Posted 27 November 2020 - 16:18

Stefano, I already know Thorlabs whole LED collection by heart. Trust me, if I thought those were adequately I would have them. The $1000 is the CUMULATIVE cost also, for ALL the parts required. Not individual LEDs. Please remember they need heat sinks and power and the ability to be switched on and off by computer. They also need protection against too much current being applied.

Edited by Andy Perrin, 27 November 2020 - 16:21.


#20 Stefano

    Member

  • Members(+)
  • 1,800 posts
  • Location: Italy

Posted 27 November 2020 - 17:04

I still think you can stay below $1000. These LEDs cost ~124 € each (around $150 if the price is the *same* for you, without extra costs), except for the last one which is more expensive (but your camera can barely see it). Three LEDs of your choice should cost about $450, let's even say $500. The heatsinks are not expensive, at most $20/30 cumulative. Thermal paste, screws and so on are cheap too. For around $50/60 you have a current limited power supply.

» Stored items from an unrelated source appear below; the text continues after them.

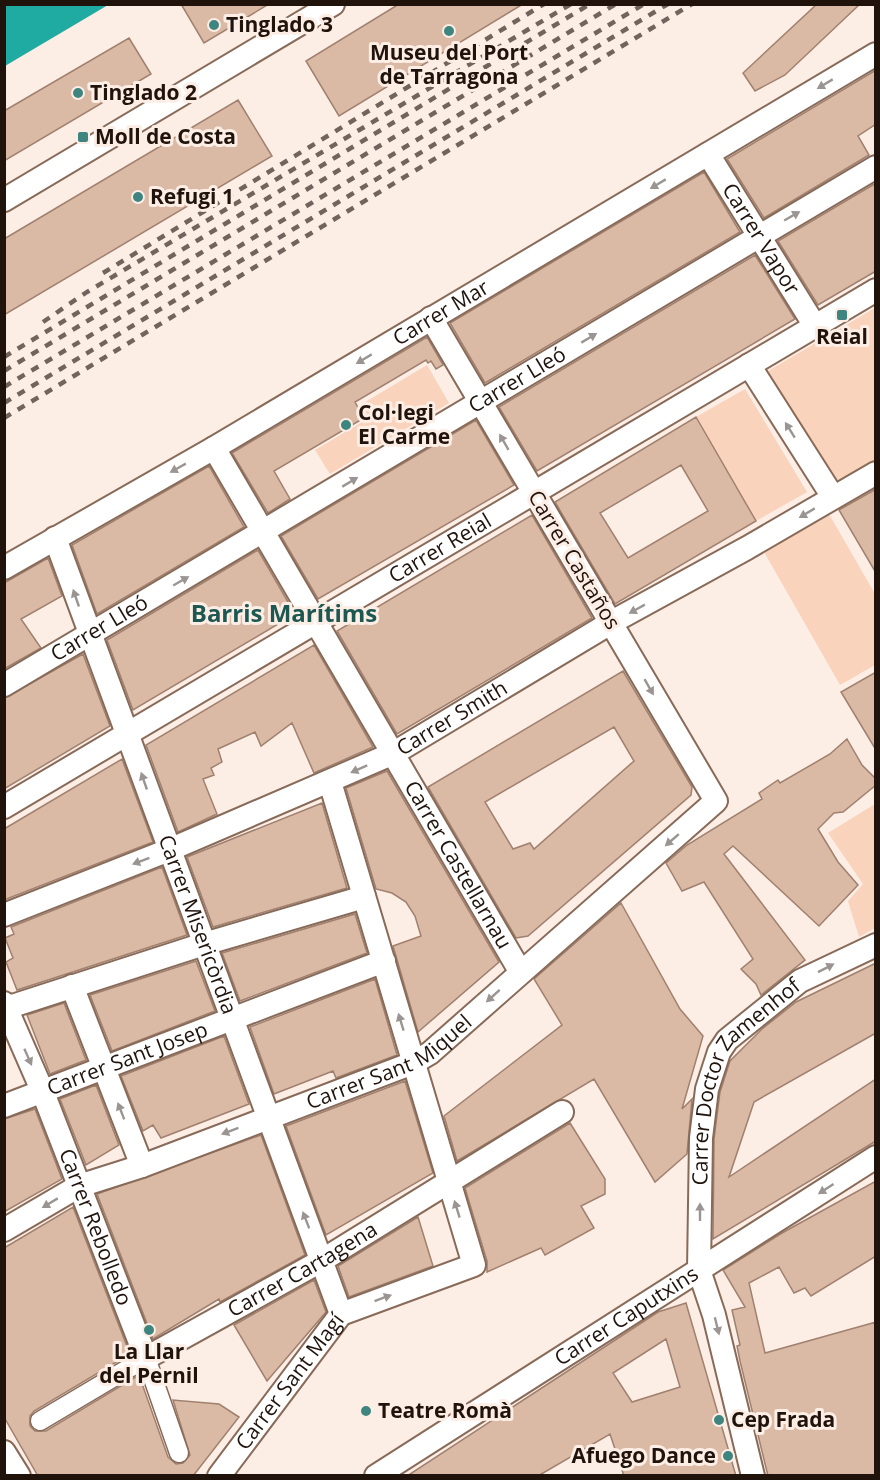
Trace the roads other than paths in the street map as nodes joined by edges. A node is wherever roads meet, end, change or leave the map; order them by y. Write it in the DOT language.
graph roads {
  1 [pos="333,4"];
  2 [pos="876,54"];
  3 [pos="708,154"];
  4 [pos="876,167"];
  5 [pos="4,200"];
  6 [pos="758,236"];
  7 [pos="876,290"];
  8 [pos="431,318"];
  9 [pos="815,326"];
  10 [pos="749,365"];
  11 [pos="482,403"];
  12 [pos="214,448"];
  13 [pos="876,473"];
  14 [pos="533,493"];
  15 [pos="833,497"];
  16 [pos="265,532"];
  17 [pos="54,538"];
  18 [pos="4,568"];
  19 [pos="316,622"];
  20 [pos="612,622"];
  21 [pos="89,634"];
  22 [pos="4,685"];
  23 [pos="128,735"];
  24 [pos="394,753"];
  25 [pos="330,782"];
  26 [pos="716,801"];
  27 [pos="4,807"];
  28 [pos="168,850"];
  29 [pos="364,897"];
  30 [pos="4,915"];
  31 [pos="204,944"];
  32 [pos="876,945"];
  33 [pos="384,962"];
  34 [pos="520,971"];
  35 [pos="72,986"];
  36 [pos="5,1006"];
  37 [pos="232,1022"];
  38 [pos="413,1062"];
  39 [pos="104,1066"];
  40 [pos="42,1090"];
  41 [pos="4,1106"];
  42 [pos="562,1112"];
  43 [pos="267,1117"];
  44 [pos="876,1157"];
  45 [pos="142,1166"];
  46 [pos="449,1180"];
  47 [pos="79,1186"];
  48 [pos="4,1230"];
  49 [pos="321,1261"];
  50 [pos="699,1270"];
  51 [pos="341,1314"];
  52 [pos="146,1358"];
  53 [pos="40,1421"];
  54 [pos="4,1452"];
  55 [pos="179,1453"];
  56 [pos="19,1476"];
  57 [pos="219,1476"];
  58 [pos="376,1476"];
  59 [pos="753,1476"];
  1 -- 5 [label="street"];
  2 -- 3 [label="street, Carrer Mar, one-way"];
  3 -- 6 [label="street, Carrer Vapor"];
  3 -- 8 [label="street, Carrer Mar, one-way"];
  6 -- 4 [label="street, Carrer Lleó, one-way"];
  6 -- 9 [label="street, Carrer Vapor"];
  11 -- 6 [label="street, Carrer Lleó, one-way"];
  7 -- 9 [label="street, Carrer Reial"];
  8 -- 11 [label="street, Carrer Castaños"];
  8 -- 12 [label="street, Carrer Mar, one-way"];
  9 -- 10 [label="street, Carrer Reial"];
  10 -- 14 [label="street, Carrer Reial"];
  15 -- 10 [label="street, one-way"];
  14 -- 11 [label="street, Carrer Castaños, one-way"];
  16 -- 11 [label="street, Carrer Lleó, one-way"];
  12 -- 16 [label="street, Carrer Castellarnau"];
  12 -- 17 [label="street, Carrer Mar, one-way"];
  13 -- 15 [label="street, Carrer Smith"];
  14 -- 19 [label="street, Carrer Reial"];
  14 -- 20 [label="street, Carrer Castaños"];
  15 -- 20 [label="street, Carrer Smith, one-way"];
  16 -- 19 [label="street, Carrer Castellarnau"];
  21 -- 16 [label="street, Carrer Lleó, one-way"];
  17 -- 18 [label="street, Carrer Mar"];
  21 -- 17 [label="street, Carrer Misericòrdia, one-way"];
  19 -- 23 [label="street, Carrer Reial"];
  19 -- 24 [label="street, Carrer Castellarnau"];
  20 -- 24 [label="street, Carrer Smith"];
  20 -- 26 [label="street, Carrer Castaños, one-way"];
  21 -- 22 [label="street, Carrer Lleó"];
  21 -- 23 [label="street, Carrer Misericòrdia"];
  23 -- 27 [label="street, Carrer Reial"];
  28 -- 23 [label="street, Carrer Misericòrdia, one-way"];
  24 -- 25 [label="street, Carrer Smith, one-way"];
  24 -- 34 [label="street, Carrer Castellarnau"];
  25 -- 28 [label="street, Carrer Smith"];
  25 -- 29 [label="street"];
  26 -- 34 [label="street, Carrer Sant Miquel, one-way"];
  28 -- 30 [label="street, Carrer Smith, one-way"];
  28 -- 31 [label="street, Carrer Misericòrdia"];
  29 -- 31 [label="street"];
  29 -- 33 [label="street"];
  31 -- 35 [label="street"];
  31 -- 37 [label="street, Carrer Misericòrdia"];
  50 -- 32 [label="street, Carrer Doctor Zamenhof, one-way"];
  33 -- 37 [label="street, Carrer Sant Josep"];
  38 -- 33 [label="street, one-way"];
  34 -- 38 [label="street, Carrer Sant Miquel, one-way"];
  35 -- 36 [label="street"];
  35 -- 39 [label="street"];
  36 -- 40 [label="street, Carrer Rebolledo, one-way"];
  37 -- 39 [label="street, Carrer Sant Josep"];
  37 -- 43 [label="street, Carrer Misericòrdia"];
  38 -- 43 [label="street, Carrer Sant Miquel"];
  38 -- 46 [label="street"];
  39 -- 40 [label="street, Carrer Sant Josep"];
  45 -- 39 [label="street, one-way"];
  40 -- 41 [label="street, Carrer Sant Josep"];
  40 -- 47 [label="street, Carrer Rebolledo"];
  42 -- 46 [label="street, Carrer Cartagena"];
  43 -- 45 [label="street, Carrer Sant Miquel, one-way"];
  49 -- 43 [label="street, Carrer Misericòrdia, one-way"];
  44 -- 50 [label="street, Carrer Caputxins, one-way"];
  45 -- 47 [label="street, Carrer Sant Miquel"];
  46 -- 49 [label="street, Carrer Cartagena"];
  51 -- 46 [label="street, Carrer Sant Magí, one-way"];
  47 -- 48 [label="street, Carrer Sant Miquel, one-way"];
  47 -- 52 [label="street, Carrer Rebolledo"];
  49 -- 51 [label="street, Carrer Misericòrdia"];
  49 -- 52 [label="street, Carrer Cartagena"];
  50 -- 58 [label="street, Carrer Caputxins"];
  50 -- 59 [label="street, Carrer Doctor Zamenhof, one-way"];
  51 -- 57 [label="street, Carrer Sant Magí"];
  52 -- 53 [label="street, Carrer Cartagena"];
  52 -- 55 [label="street, Carrer Rebolledo"];
  54 -- 56 [label="street"];
}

You still can damage LEDs if you briefly short the terminals (there is probably an inductor in series with the output that gives you a voltage spike), or if you connect them to the power supply with a too high voltage, in both cases even with the current limited to a safe value. You can prevent short circuits, but you have to be more careful about the voltage the power supply has when you connect the LED, if it is just right or slightly above it is Ok.

Why do you need to switch them on and off by computer?